# Fun, funny, cool speech topics!



## MyLOVEABLES!! (Aug 18, 2009)

hi all, 

I have to do a speech again this year. But thing is I need a topic...
It can be about anything! Anything, anything! I'm thinking on going to the fun side rather than the formal side. Some ideas i got are...

-Cats and Lions... how do they compare?
-Dogs are better than cats.
-How to determined that you are addicted to the internet.
-Ten fun things to do during an exam.
-Things i've learnt from my pets.
-How to find funny speech topics in 24hours.

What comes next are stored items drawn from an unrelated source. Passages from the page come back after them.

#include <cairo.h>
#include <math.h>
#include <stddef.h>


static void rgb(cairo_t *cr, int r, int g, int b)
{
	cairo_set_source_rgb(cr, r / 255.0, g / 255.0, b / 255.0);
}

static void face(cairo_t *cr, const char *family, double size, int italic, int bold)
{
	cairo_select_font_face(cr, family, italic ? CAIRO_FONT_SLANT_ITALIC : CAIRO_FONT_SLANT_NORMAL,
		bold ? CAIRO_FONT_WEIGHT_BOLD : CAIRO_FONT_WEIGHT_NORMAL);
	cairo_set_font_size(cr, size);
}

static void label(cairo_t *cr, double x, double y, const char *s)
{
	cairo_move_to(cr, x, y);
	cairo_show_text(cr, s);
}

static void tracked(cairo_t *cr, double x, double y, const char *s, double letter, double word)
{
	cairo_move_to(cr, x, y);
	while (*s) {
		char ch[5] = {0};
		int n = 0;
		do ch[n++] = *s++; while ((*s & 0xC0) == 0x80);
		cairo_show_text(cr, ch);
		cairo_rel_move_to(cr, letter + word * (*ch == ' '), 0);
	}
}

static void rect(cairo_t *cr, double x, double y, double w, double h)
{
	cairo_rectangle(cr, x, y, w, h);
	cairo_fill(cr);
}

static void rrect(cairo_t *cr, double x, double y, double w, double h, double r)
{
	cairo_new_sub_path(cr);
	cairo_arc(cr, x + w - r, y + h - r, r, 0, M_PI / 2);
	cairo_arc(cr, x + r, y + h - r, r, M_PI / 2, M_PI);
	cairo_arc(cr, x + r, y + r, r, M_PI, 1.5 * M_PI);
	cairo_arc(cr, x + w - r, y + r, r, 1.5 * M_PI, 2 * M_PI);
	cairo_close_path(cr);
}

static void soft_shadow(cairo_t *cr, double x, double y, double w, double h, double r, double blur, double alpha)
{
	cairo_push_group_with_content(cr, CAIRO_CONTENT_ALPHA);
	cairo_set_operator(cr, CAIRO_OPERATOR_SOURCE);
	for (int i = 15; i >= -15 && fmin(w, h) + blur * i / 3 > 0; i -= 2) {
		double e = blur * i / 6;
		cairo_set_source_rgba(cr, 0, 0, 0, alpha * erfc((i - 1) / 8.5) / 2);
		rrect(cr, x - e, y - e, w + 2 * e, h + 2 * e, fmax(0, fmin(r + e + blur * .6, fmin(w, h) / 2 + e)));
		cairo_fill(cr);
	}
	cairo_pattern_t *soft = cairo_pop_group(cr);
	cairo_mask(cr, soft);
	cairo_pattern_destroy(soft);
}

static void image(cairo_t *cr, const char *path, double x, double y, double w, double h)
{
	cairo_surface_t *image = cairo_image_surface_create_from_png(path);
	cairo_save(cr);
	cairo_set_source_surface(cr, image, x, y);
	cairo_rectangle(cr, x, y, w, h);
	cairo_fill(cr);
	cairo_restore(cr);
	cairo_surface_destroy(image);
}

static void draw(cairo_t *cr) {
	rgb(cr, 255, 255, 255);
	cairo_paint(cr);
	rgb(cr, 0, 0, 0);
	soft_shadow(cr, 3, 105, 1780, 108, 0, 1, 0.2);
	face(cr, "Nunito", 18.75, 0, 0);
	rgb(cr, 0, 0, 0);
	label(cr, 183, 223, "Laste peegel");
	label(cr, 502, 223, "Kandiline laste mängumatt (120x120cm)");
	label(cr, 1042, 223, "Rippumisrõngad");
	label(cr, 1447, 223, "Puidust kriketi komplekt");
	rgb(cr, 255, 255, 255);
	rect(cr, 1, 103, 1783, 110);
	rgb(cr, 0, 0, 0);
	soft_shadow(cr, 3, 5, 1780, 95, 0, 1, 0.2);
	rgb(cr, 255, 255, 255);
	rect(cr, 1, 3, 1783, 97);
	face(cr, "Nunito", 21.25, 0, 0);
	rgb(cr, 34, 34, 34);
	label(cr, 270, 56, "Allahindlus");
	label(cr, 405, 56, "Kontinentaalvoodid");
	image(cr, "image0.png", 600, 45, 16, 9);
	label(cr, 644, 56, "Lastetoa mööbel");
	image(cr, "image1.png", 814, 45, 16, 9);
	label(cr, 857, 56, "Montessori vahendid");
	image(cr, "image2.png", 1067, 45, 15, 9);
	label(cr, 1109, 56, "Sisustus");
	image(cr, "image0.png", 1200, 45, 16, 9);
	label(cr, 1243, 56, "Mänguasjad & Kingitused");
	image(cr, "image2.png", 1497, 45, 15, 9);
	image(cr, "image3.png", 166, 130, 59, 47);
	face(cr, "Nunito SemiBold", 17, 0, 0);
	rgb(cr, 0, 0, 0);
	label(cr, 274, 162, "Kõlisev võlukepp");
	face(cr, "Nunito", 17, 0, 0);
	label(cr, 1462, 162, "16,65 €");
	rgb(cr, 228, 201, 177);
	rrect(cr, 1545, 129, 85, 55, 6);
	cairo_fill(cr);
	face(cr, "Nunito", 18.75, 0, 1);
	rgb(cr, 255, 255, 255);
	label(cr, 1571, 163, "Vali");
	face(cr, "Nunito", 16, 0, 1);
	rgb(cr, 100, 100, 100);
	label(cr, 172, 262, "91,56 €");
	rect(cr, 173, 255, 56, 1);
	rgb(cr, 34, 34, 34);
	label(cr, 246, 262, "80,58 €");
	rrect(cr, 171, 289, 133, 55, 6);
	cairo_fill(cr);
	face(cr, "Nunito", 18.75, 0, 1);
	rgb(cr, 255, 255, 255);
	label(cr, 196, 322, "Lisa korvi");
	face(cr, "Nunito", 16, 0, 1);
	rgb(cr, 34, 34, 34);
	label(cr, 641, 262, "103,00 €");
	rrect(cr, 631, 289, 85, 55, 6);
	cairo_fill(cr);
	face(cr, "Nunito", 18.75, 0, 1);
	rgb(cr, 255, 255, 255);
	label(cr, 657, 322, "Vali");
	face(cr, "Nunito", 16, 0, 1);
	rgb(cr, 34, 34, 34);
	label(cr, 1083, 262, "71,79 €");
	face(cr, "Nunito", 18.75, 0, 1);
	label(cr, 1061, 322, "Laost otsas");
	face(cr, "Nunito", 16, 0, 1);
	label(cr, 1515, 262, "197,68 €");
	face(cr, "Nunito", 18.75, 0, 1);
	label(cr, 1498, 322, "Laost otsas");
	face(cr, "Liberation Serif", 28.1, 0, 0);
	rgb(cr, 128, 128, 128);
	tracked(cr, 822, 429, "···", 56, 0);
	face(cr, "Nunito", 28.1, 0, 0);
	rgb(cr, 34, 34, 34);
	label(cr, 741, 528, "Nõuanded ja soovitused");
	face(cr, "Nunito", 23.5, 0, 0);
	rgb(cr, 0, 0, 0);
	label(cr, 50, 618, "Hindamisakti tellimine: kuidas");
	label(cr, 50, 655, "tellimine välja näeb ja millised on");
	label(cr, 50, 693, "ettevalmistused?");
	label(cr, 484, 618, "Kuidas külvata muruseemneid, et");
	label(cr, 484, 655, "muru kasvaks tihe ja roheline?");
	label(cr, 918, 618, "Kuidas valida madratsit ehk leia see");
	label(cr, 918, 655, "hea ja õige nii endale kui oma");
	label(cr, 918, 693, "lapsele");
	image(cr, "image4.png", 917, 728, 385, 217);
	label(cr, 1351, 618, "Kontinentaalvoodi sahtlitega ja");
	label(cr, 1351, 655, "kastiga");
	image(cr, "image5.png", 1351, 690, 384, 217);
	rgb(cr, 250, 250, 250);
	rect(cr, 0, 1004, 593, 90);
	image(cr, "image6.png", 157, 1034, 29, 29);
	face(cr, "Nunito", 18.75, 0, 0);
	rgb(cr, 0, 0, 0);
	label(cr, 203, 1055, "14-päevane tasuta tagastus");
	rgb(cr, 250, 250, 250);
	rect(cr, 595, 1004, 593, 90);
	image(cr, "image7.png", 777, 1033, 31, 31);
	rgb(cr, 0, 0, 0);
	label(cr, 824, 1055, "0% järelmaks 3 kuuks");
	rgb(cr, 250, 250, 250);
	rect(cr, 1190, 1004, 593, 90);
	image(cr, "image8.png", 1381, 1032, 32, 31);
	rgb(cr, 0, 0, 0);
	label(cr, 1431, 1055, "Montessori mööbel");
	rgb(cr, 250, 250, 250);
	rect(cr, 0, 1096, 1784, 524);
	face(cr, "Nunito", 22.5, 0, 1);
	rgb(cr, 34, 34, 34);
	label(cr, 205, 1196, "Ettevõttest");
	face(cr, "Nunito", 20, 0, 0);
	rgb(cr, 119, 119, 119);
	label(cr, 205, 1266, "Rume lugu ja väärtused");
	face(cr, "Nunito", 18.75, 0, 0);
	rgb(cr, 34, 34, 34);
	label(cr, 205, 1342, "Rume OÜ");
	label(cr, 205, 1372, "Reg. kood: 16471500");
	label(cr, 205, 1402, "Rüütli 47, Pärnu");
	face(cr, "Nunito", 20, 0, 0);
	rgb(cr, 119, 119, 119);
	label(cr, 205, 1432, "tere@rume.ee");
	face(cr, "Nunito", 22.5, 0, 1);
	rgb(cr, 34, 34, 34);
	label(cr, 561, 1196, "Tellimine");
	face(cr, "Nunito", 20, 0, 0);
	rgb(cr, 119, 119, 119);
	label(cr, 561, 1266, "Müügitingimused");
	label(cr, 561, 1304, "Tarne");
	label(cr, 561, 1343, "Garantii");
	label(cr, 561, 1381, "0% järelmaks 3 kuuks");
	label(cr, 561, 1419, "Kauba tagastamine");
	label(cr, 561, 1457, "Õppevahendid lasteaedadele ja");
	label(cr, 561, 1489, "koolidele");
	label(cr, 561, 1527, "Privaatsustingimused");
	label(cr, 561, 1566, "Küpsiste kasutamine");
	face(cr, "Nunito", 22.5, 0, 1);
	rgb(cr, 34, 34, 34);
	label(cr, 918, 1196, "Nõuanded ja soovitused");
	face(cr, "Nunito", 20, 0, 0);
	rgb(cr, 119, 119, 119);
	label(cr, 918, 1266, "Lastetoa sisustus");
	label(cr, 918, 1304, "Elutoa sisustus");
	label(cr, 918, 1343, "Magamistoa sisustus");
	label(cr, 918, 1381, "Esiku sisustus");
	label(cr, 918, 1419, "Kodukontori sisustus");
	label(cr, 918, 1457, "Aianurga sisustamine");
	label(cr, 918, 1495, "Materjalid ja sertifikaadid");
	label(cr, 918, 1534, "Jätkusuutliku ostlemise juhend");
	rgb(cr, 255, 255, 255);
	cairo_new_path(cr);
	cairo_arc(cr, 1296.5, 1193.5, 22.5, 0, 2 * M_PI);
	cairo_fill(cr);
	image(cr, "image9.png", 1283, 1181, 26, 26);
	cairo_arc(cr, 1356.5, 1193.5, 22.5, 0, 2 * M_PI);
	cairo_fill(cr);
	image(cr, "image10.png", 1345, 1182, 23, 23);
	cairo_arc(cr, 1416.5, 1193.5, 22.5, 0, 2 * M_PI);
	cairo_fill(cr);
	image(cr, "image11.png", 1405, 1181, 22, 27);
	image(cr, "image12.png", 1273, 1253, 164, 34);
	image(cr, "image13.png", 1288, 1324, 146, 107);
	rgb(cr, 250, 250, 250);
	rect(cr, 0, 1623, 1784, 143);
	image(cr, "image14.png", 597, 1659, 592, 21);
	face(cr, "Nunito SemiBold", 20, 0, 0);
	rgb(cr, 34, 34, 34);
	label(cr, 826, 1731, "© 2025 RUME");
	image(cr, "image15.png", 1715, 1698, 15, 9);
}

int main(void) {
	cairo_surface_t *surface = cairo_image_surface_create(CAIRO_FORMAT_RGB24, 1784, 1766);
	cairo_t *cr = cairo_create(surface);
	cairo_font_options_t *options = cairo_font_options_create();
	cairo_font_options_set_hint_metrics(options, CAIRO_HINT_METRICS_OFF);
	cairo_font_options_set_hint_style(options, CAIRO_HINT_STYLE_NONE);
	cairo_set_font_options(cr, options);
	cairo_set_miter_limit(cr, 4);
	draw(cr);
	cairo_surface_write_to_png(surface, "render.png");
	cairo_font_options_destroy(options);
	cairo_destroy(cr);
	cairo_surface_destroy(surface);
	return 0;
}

Pretty weird stuff i know, but commmon my friend is doing a topic on chessboxing! (its a sport! google it )

So i don't have long but I really realy really need some help on speech topics... something easy, funny, and something that suits a teenager. Don't really mind, ANYTHING will be fine 

GET THINKING!


----------



## MyLOVEABLES!! (Aug 18, 2009)

here's a good one.

Everything I Needed to Know in Life, I Learned in Kindergarten
Unbelievable but true!


PLEASE everyone! I'm really really desperate!


----------



## irishlops (Aug 18, 2009)

exam one!


----------



## pamnock (Aug 18, 2009)

Pick something you know well - funny things your animals have done, embarrassing moments, the life of a teenage pet owner, funny things about your hobbies, etc.

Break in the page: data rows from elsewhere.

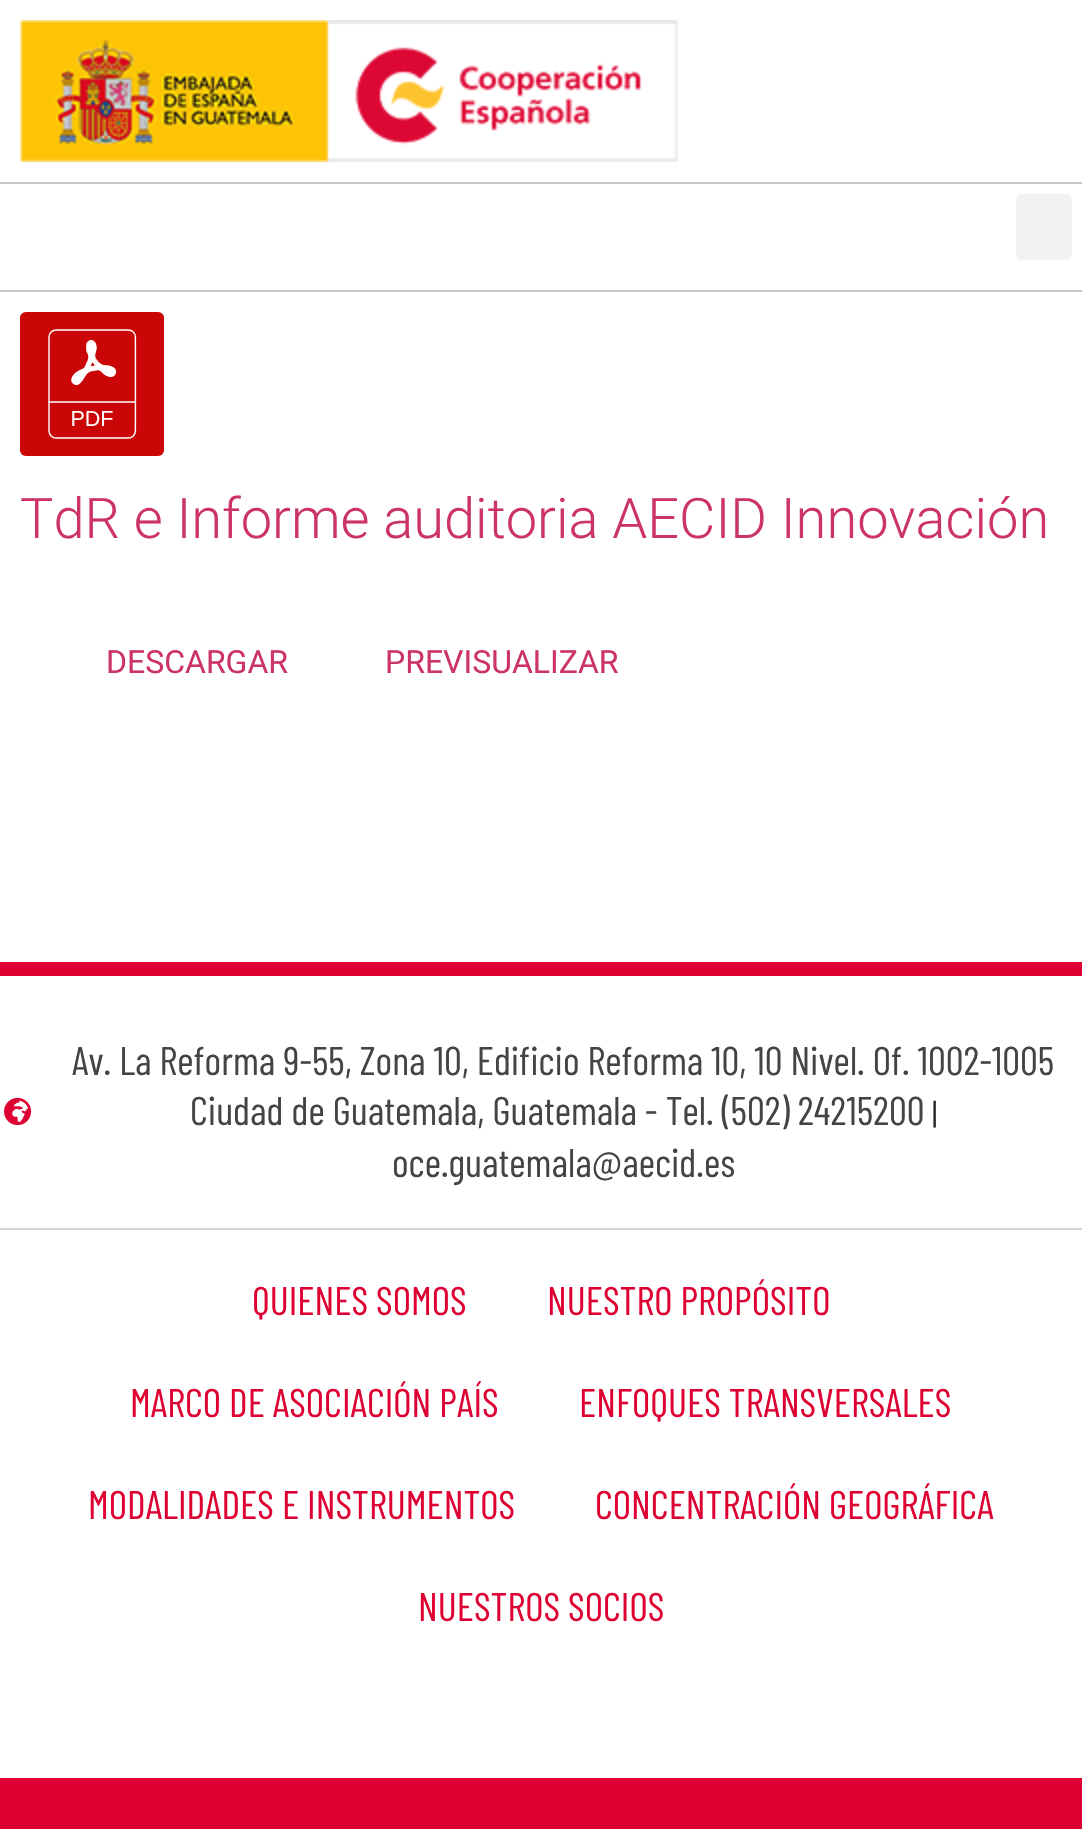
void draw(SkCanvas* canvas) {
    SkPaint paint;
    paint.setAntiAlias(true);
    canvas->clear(0xFFFFFFFF);
    canvas->drawImageRect(SkImages::DeferredFromEncodedData(SkData::MakeFromFileName("img1.png")), SkRect::MakeXYWH(20, 20, 658, 142), SkSamplingOptions());
    paint.setColor(0xFFC7C7C7);
    canvas->drawRect(SkRect::MakeXYWH(0, 182, 1082, 2), paint);
    canvas->drawRect(SkRect::MakeXYWH(0, 290, 1082, 2), paint);
    paint.setColor(0xFFF2F2F2);
    canvas->drawRoundRect(SkRect::MakeXYWH(1016, 194, 56, 66), 6, 6, paint);
    canvas->drawImageRect(SkImages::DeferredFromEncodedData(SkData::MakeFromFileName("img2.png")), SkRect::MakeXYWH(20, 312, 144, 144), SkSamplingOptions());
    SkFont font1(fontMgr->matchFamilyStyle("Roboto", SkFontStyle(300, SkFontStyle::kNormal_Width, SkFontStyle::kUpright_Slant)), 56);
    font1.setSubpixel(true);
    paint.setColor(0xFFCC3366);
    canvas->drawString("TdR e Informe auditoria AECID Innovación", 20, 538, font1, paint);
    SkFont font2(fontMgr->matchFamilyStyle("Roboto", SkFontStyle::Normal()), 32);
    font2.setSubpixel(true);
    canvas->drawString("DESCARGAR", 106, 673, font2, paint);
    canvas->drawString("PREVISUALIZAR", 385, 673, font2, paint);
    paint.setColor(0xFFDE0032);
    canvas->drawRect(SkRect::MakeXYWH(0, 962, 1082, 14), paint);
    canvas->drawImageRect(SkImages::DeferredFromEncodedData(SkData::MakeFromFileName("img3.png")), SkRect::MakeXYWH(4, 1097, 28, 29), SkSamplingOptions());
    SkFont font3(fontMgr->matchFamilyStyle("Barlow Condensed", SkFontStyle::Normal()), 40);
    font3.setSubpixel(true);
    paint.setColor(0xFF424542);
    canvas->drawString("Av. La Reforma 9-55, Zona 10, Edificio Reforma 10, 10 Nivel. Of. 1002-1005", 72, 1075, font3, paint);
    canvas->drawString("Ciudad de Guatemala, Guatemala - Tel. (502) 24215200", 190, 1125, font3, paint);
    SkFont font4(fontMgr->matchFamilyStyle("Barlow", SkFontStyle::Normal()), 32);
    font4.setSubpixel(true);
    paint.setColor(0xFF212529);
    canvas->drawString("|", 932, 1125, font4, paint);
    paint.setColor(0xFF424542);
    canvas->drawString("oce.guatemala@aecid.es", 392, 1177, font3, paint);
    paint.setColor(0xFFCDD7D7);
    canvas->drawRect(SkRect::MakeXYWH(0, 1228, 1082, 2), paint);
    paint.setColor(0xFFDE0032);
    canvas->drawString("QUIENES SOMOS", 252, 1315, font3, paint);
    canvas->drawString("NUESTRO PROPÓSITO", 547, 1315, font3, paint);
    canvas->drawString("MARCO DE ASOCIACIÓN PAÍS", 130, 1417, font3, paint);
    canvas->drawString("ENFOQUES TRANSVERSALES", 579, 1417, font3, paint);
    canvas->drawString("MODALIDADES E INSTRUMENTOS", 88, 1519, font3, paint);
    canvas->drawString("CONCENTRACIÓN GEOGRÁFICA", 595, 1519, font3, paint);
    canvas->drawString("NUESTROS SOCIOS", 418, 1621, font3, paint);
    canvas->drawRect(SkRect::MakeXYWH(0, 1778, 1082, 51), paint);
}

I love your idea "How to find funny speech topics in 24 hours."

Pam


----------



## MyLOVEABLES!! (Aug 19, 2009)

Hmm... i tried all my speech ideas and my two favorites are dogs are better than cats and how to find a speech topic in 24hours. The speech topic topic (hehe) is a hard one to write, but is a really really good topic. Dogs are better than cats one is easy to write but is kinda boring...


----------



## Amy27 (Aug 19, 2009)

I love the topic, things I've learned from my pets. I think that would be interesting and you could make it funny too.


----------



## MyLOVEABLES!! (Aug 19, 2009)

it sounds so childish though doesn't it?


----------



## MyLOVEABLES!! (Aug 19, 2009)

What about "boys, should wear dresses"


----------



## SunnyCait (Aug 19, 2009)

Oh Prisca, Boys Should Wear Dresses!!!

You could be funny while making a social statement about gender roles.


----------



## MyLOVEABLES!! (Aug 19, 2009)

hahaha... what would be my points though??


----------



## SunnyCait (Aug 19, 2009)

Women wear slacks/trousers, why can't boys wear dresses/skirts?


----------



## MyLOVEABLES!! (Aug 19, 2009)

lol i'm suppose to be speaking about that for 7 mins lol lol.. 

Um... that's its more confortable?


----------



## SunnyCait (Aug 19, 2009)

Easier to pee!


----------



## MyLOVEABLES!! (Aug 19, 2009)

my teacher would kill me!  haha


----------